Oh ! cela n’a rien de nouveau pour nous qui l’avons pris journellement en flagrant délit de mensonge, mais enfin, c’est une satisfaction pour tout le monde de constater qu’il a menti, en comparant simplement ce qu’il a écrit et signé dans le « Devoir » et ce qu’il a dit, d’après le compte-rendu sténographié du « Devoir », à St-Hyacinthe.

Cette preuve faite, indiscutable, le public n’a plus devant lui qu’une accusation à laquelle l’accusé ne peut opposer que des mensonges variant d’une occasion à l’autre. Et cette accusation reste, par conséquent, collée aux épaules du pur entre les purs, comme un manteau de Nessus ; elle le brûle et il a beau se débattre, il ne peut s’en débarrasser.

Et d’après toutes les règles de la logique et du bon sens, il est maintenant établi que M. Bourassa a sollicité trois places, y compris les émoluments ;

Que sa haine contre Sir Wilfrid Laurier et ceux qui lui sont restés fidèles provient de son désappointement de n’avoir eu aucune de ces trois places.

Et que, si Sir Wilfrid Laurier avait voulu, M. Bourassa, au lieu de tonner aujourd’hui contre la marine, serait pourvu d’une « grasse prébende » qui lui ferait garder le silence.

Qu’en pensez-vous, ô bons nationalistes ?


LES DANGERS DE LA POLITIQUE


La politique a ses dangers, comme toutes les carrières.
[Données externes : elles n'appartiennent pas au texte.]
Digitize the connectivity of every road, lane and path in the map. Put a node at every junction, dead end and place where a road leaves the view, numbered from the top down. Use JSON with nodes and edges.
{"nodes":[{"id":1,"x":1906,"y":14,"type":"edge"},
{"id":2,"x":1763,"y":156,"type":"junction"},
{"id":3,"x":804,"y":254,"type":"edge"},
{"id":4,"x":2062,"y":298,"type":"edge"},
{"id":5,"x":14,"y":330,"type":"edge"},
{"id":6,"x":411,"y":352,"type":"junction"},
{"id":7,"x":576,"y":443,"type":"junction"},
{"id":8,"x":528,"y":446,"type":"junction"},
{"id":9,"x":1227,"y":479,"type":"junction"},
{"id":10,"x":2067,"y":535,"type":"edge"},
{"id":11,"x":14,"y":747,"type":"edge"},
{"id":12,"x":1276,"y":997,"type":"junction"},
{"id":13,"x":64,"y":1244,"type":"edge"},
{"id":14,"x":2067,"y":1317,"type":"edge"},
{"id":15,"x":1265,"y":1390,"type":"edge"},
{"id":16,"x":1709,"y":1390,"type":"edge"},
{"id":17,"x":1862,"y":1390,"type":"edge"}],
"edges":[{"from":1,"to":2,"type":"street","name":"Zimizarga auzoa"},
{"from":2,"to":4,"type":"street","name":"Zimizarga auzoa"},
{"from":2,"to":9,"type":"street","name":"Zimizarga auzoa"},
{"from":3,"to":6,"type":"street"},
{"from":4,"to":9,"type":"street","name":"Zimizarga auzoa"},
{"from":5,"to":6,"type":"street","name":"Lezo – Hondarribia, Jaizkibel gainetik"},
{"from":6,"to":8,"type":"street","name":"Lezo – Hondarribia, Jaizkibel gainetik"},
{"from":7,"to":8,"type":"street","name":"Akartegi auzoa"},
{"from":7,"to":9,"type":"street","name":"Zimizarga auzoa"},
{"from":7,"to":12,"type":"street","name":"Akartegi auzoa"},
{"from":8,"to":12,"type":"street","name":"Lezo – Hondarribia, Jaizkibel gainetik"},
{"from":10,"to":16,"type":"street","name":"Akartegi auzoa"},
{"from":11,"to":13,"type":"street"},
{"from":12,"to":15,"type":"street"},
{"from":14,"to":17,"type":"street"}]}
Ainsi, voyez ce qui arrive à M. Bourassa, le gardien de nos droits, pour avoir eu l’œil ouvert sur la conférence de Londres.

LE RETOUR DE SIR WILFRID LAURIER


MONK À BOURASSA — Mais est-il assez bête notre chien, de se mettre ainsi sur le chemin du bagage de Sir Wilfrid Laurier !
BOURASSA — Je te dis que c’en est fait ; notre chien est mort !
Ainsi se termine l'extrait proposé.